According to a fifth embodiment of the present invention, a mixed mode input buffer system having a dynamic switching point is disclosed, comprising: an input buffer for receiving an input and generating an output according to at least two reference voltages; An input pad coupled to the input buffer for generating the input to the input pad; a reference voltage pad coupled to the input buffer for generating an external reference voltage to the input pad; and a buffer And the output is coupled to the output for generating an internal reference voltage to be returned to the input buffer; wherein when the input exceeds a transition point, the output is switched from a high level to a low level (or from a low level to a high level) Potential), and the transition point is the average of the external reference voltage and the internal reference voltage.

The following description of the present invention is set forth with reference to the accompanying drawings, which illustrate a particular embodiment of the invention. The details of the embodiments are to be understood as being readily understood by those skilled in the art, and the disclosed embodiments may be modified without departing from the spirit and scope of the invention. It is to be understood that the following embodiments are not intended to limit the scope of the invention.

The mixed mode input buffer of the present invention applies two or more reference voltages to select an appropriate switching point to the input buffer, and the switching point can be switched to the two or more reference voltages as the case may be. In order to achieve better results, in some embodiments, one of the reference voltages is averaged for comparison with an input signal, and therefore any noise in the reference voltages is averaged. .

FIG. 1 is a schematic diagram showing a mixed mode input buffer 100 having a passive load in a first embodiment of the present invention. In the embodiment shown in FIG. 1, the input buffer 100 includes four N-type field effect transistors (FETs) M1, M2, M3, and M4. For the sake of convenience, the transistors M1~M4 only show one gate extreme, one extreme and one source extreme, and the transistors M1~M4 may also include other connection ends (such as the connection end of the substrate). Those skilled in the art should readily understand that a graphic used in a transistor to indicate that the connection is "source extreme" or "deuterium extreme" can be any choice, and is therefore indicated in the subsequent paragraphs. The "source extreme" connection can also be marked as "汲 extreme" and vice versa.

As shown in FIG. 1, an input signal Input is coupled to the gate terminal of the transistor M1, a first reference voltage VR1 is coupled to the gate terminal of the transistor M2, and a second reference voltage VR2 is coupled to the gate electrode. The gate of the crystal M3 is extreme. The source terminals of the transistors M1, M2 and M3 are both connected to a first common node 121. In addition, the NMOS terminal of the transistor M4 is coupled to the first common node 121, and the source terminal of the transistor M4 is coupled to a ground point (eg, a digital ground, an analog ground point). ), a chassis ground or an earth ground. A bias generator 150 is coupled to the gate terminal G _{M4 of the} transistor M4 via a bias signal line.

The NMOS terminals of the transistors M2 and M3 are coupled to a second common node 135. Therefore, the transistors M2 and M3 are coupled in parallel with each other between the first common node 121 and the second common node 135. A reference voltage network is formed which is used to set the transition point of the output signal of the input buffer 100. The details of this reference voltage network are described in detail in subsequent paragraphs.

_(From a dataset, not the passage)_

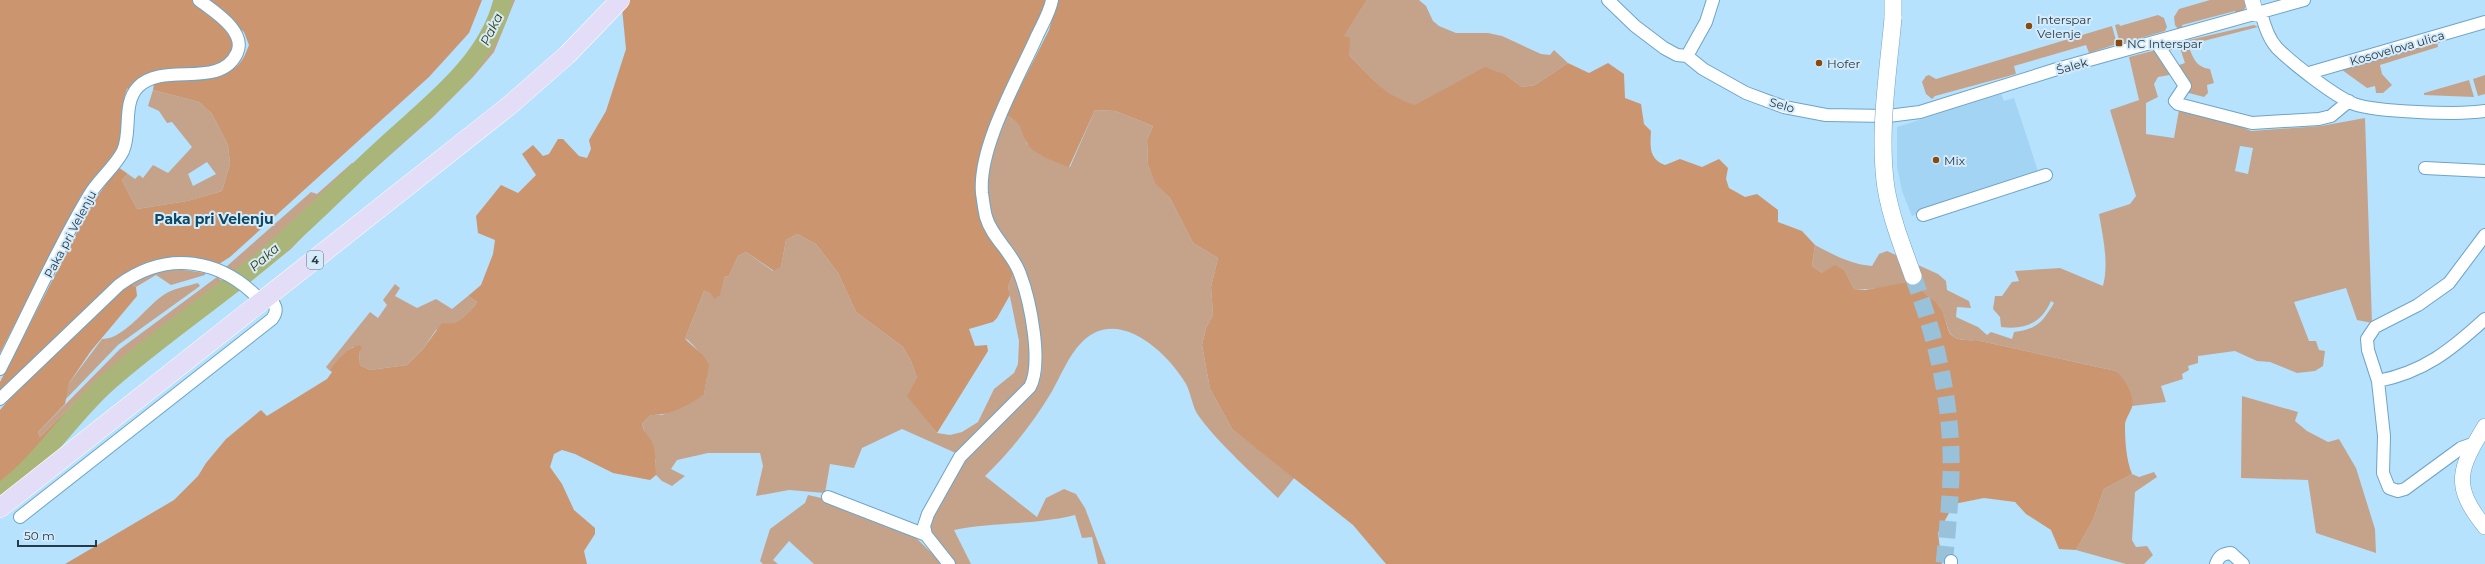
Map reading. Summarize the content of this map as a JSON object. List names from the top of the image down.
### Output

The input buffer 100 shown in FIG. 1 further includes a first resistor 164 and a second resistor 166. The first resistor 164 is coupled between a first voltage source 160 and a drain terminal of the transistor M1, and the second resistor 166 is coupled between the second voltage source 162 and the second common node 135. For example, each of the first resistor 164 and the second resistor 166 may represent an individual circuit component or may represent a resistor contained within a conductor or transmission line.

The input buffer 100 generates a first output signal OutF and a second output signal based on the received input signal Input (which is an externally generated signal, such as a data signal or a control signal). Out. In general, the second output signal Out represents a scaled version of the input signal Input, and the first output signal OutF represents an inverse scaled version of the input signal Input. Therefore, the first output signal OutF and the second output signal Out can form a differential signal pair for transmitting the input signal Input to other parts of an integrated circuit.

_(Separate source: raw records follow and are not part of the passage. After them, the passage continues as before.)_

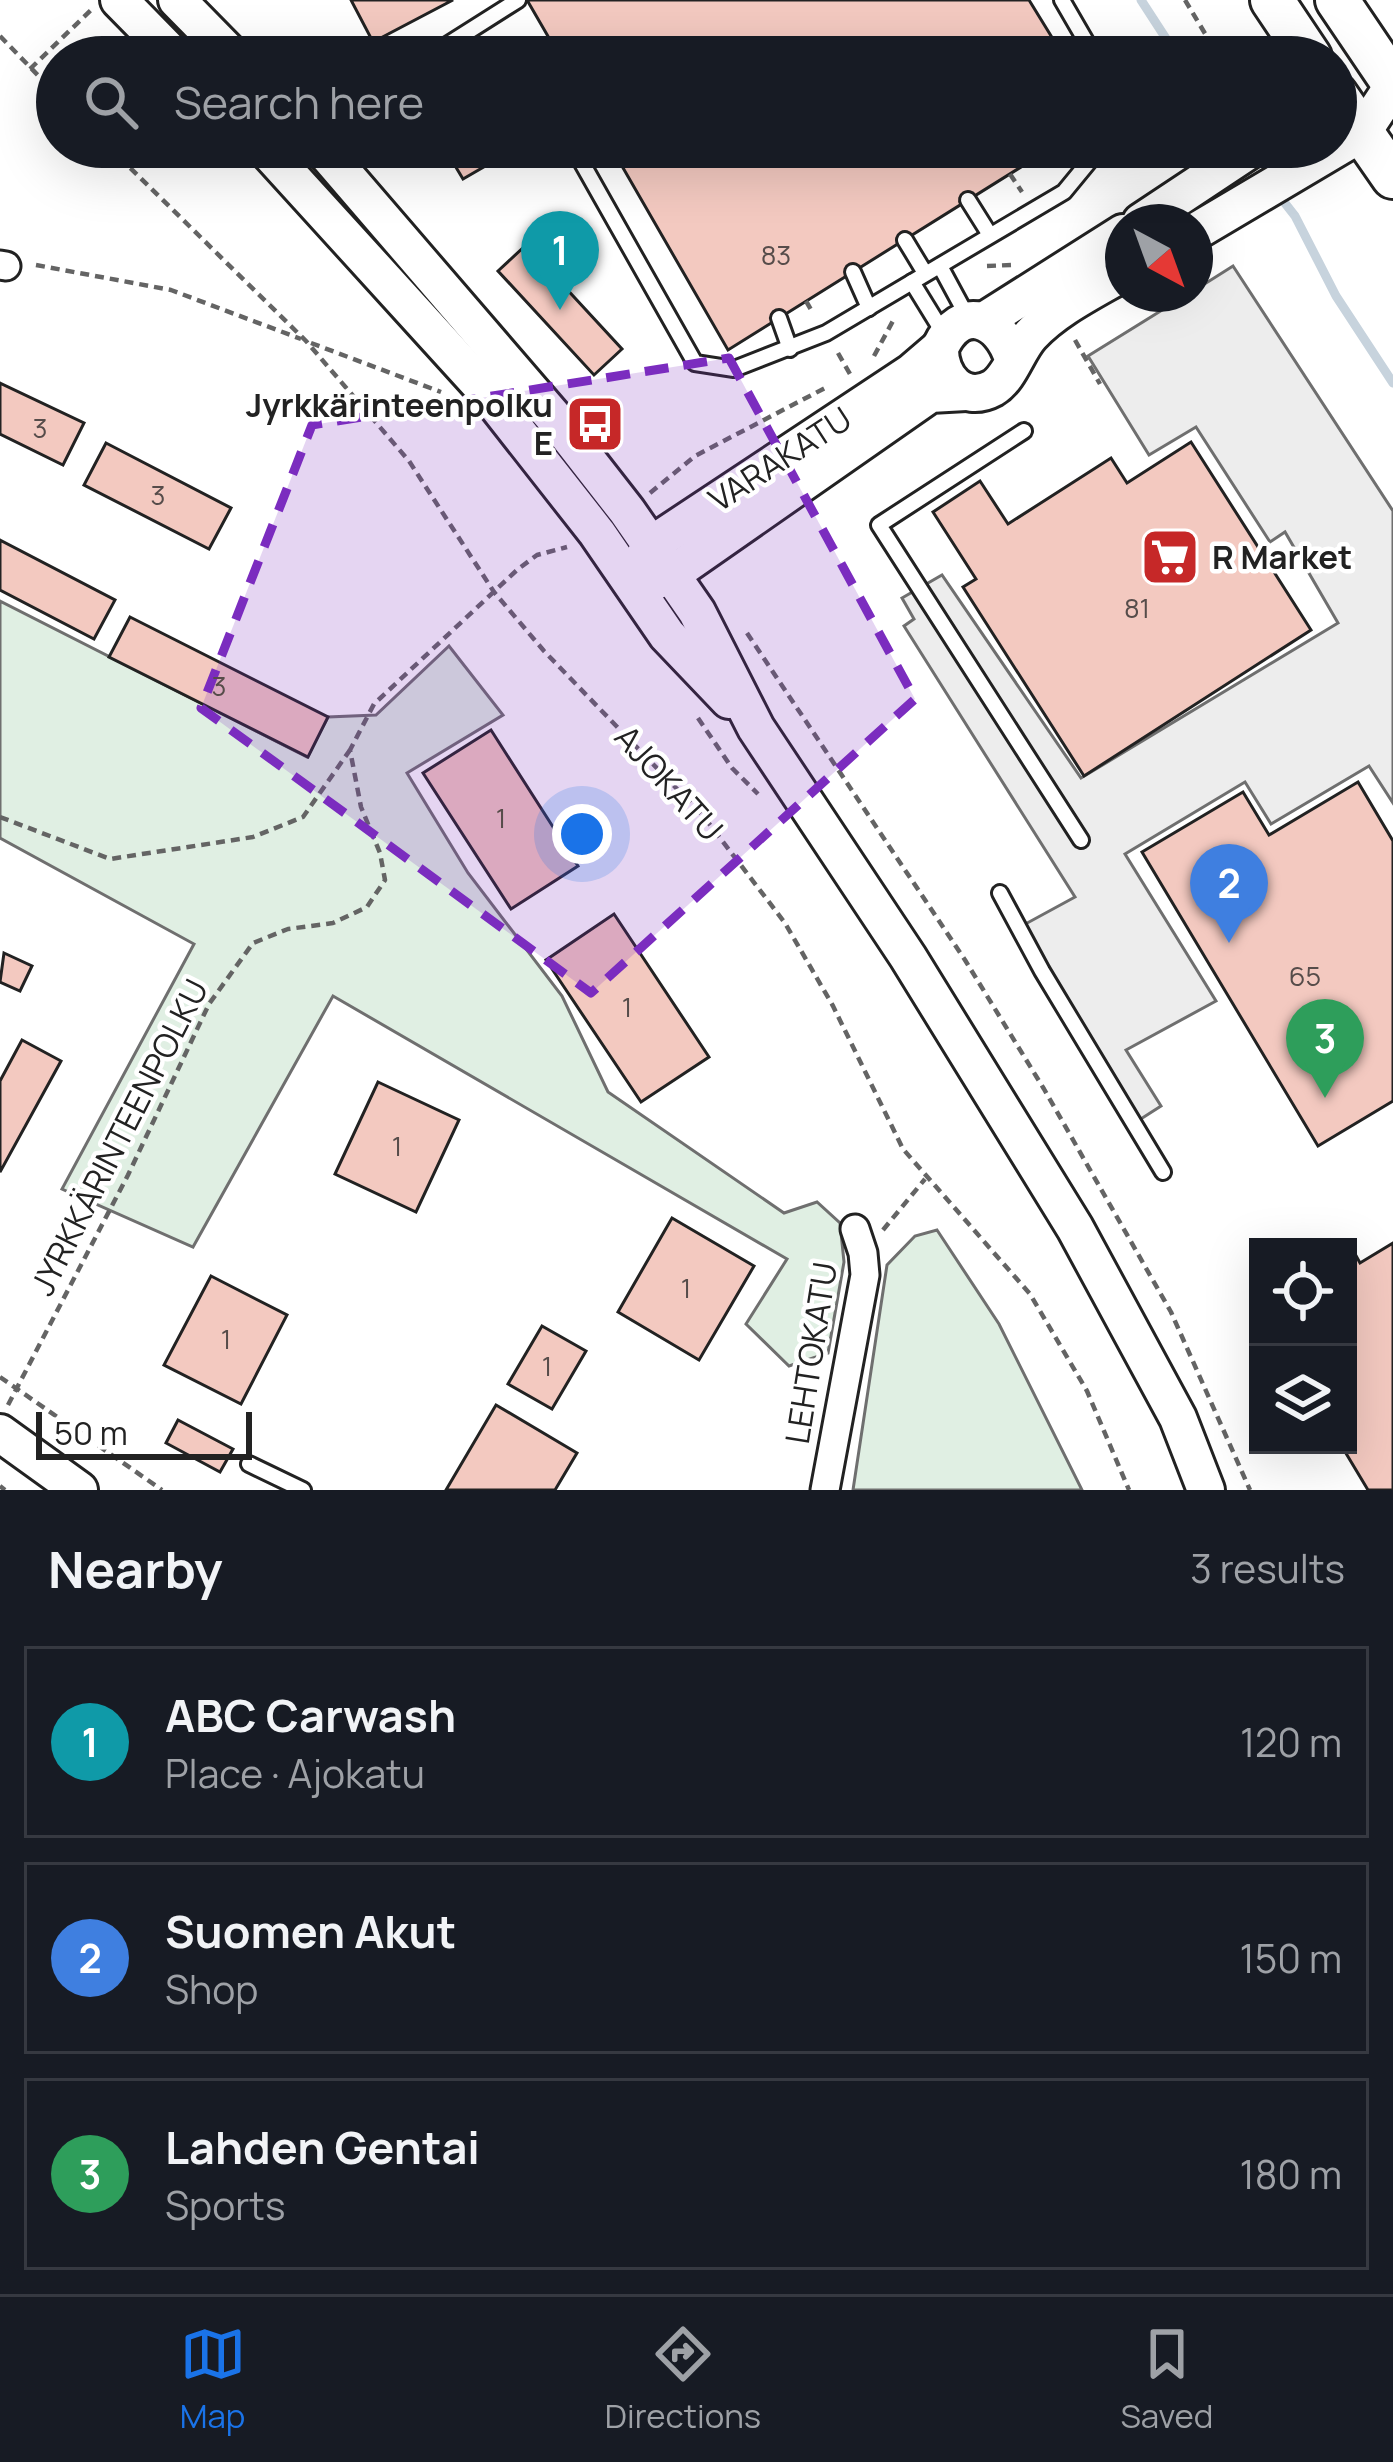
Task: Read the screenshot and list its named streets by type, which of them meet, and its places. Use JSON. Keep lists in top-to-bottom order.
{
  "streets": {
    "street": ["VARAKATU", "LEHTOKATU"],
    "path": ["AJOKATU", "JYRKKÄRINTEENPOLKU"]
  },
  "places": {
    "bus stop": ["Jyrkkärinteenpolku E"],
    "supermarket": ["R Market"]
  },
  "house_numbers": [
    "83",
    "3",
    "3",
    "81",
    "3",
    "1",
    "65",
    "1",
    "1",
    "1",
    "1",
    "1"
  ],
  "scale_bar": "50 m",
  "north": "bottom right",
  "page": {
    "search": "Search here",
    "pins": ["1", "2", "3"],
    "scale": "50 m",
    "heading": ["Nearby", "3 results"],
    "list": [
      {
        "mark": "1",
        "name": "ABC Carwash",
        "note": "Place · Ajokatu",
        "value": "120 m"
      },
      {
        "mark": "2",
        "name": "Suomen Akut",
        "note": "Shop",
        "value": "150 m"
      },
      {
        "mark": "3",
        "name": "Lahden Gentai",
        "note": "Sports",
        "value": "180 m"
      }
    ],
    "nav": ["Map", "Directions", "Saved"]
  }
}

In FIG. 1, the reference voltage network including transistors M2, M3 can be designed to change the switching points of the first and second output signals OutF and Out of the input buffer 100. In some embodiments, the driving capabilities of the transistors M2, M3 and the gate (channel) width may determine the manner in which the transistors M2, M3 affect the first and second output signals OutF and Out. For example, if the gate width of the transistor M2 is about twice the gate width of the transistor M3, the transistor M2 may have about twice the driving ability of the transistor M3, and therefore, the transistor M2 determines these The conversion point of the output signal has a large influence.

In some embodiments, the sum of the gate widths of the transistors M2 and M3 is designed to match the gate width of the transistor M1 (and therefore the driving capability), however, the gate widths of the transistors M2 and M3. The design does not need to work together. For example, when the first reference voltage VR1 is expected to be a stable value, the size of the transistor M2 can be selected to be 75% of the transistor M1, and the size of the transistor M3 can be selected to be 25% of the transistor M1, thus electricity The crystal M2 has a greater influence on the switching point than the transistor M3. In another example, the transistors M2 and M3 are symmetrical to each other (i.e., the gate widths of the transistors M2 and M3 are both 50% of the transistor M1). In addition, when the first reference voltage VR1 is expected to be a one-pole stable value or a very unstable value, the transistors M2 and M3 can be ignored, respectively.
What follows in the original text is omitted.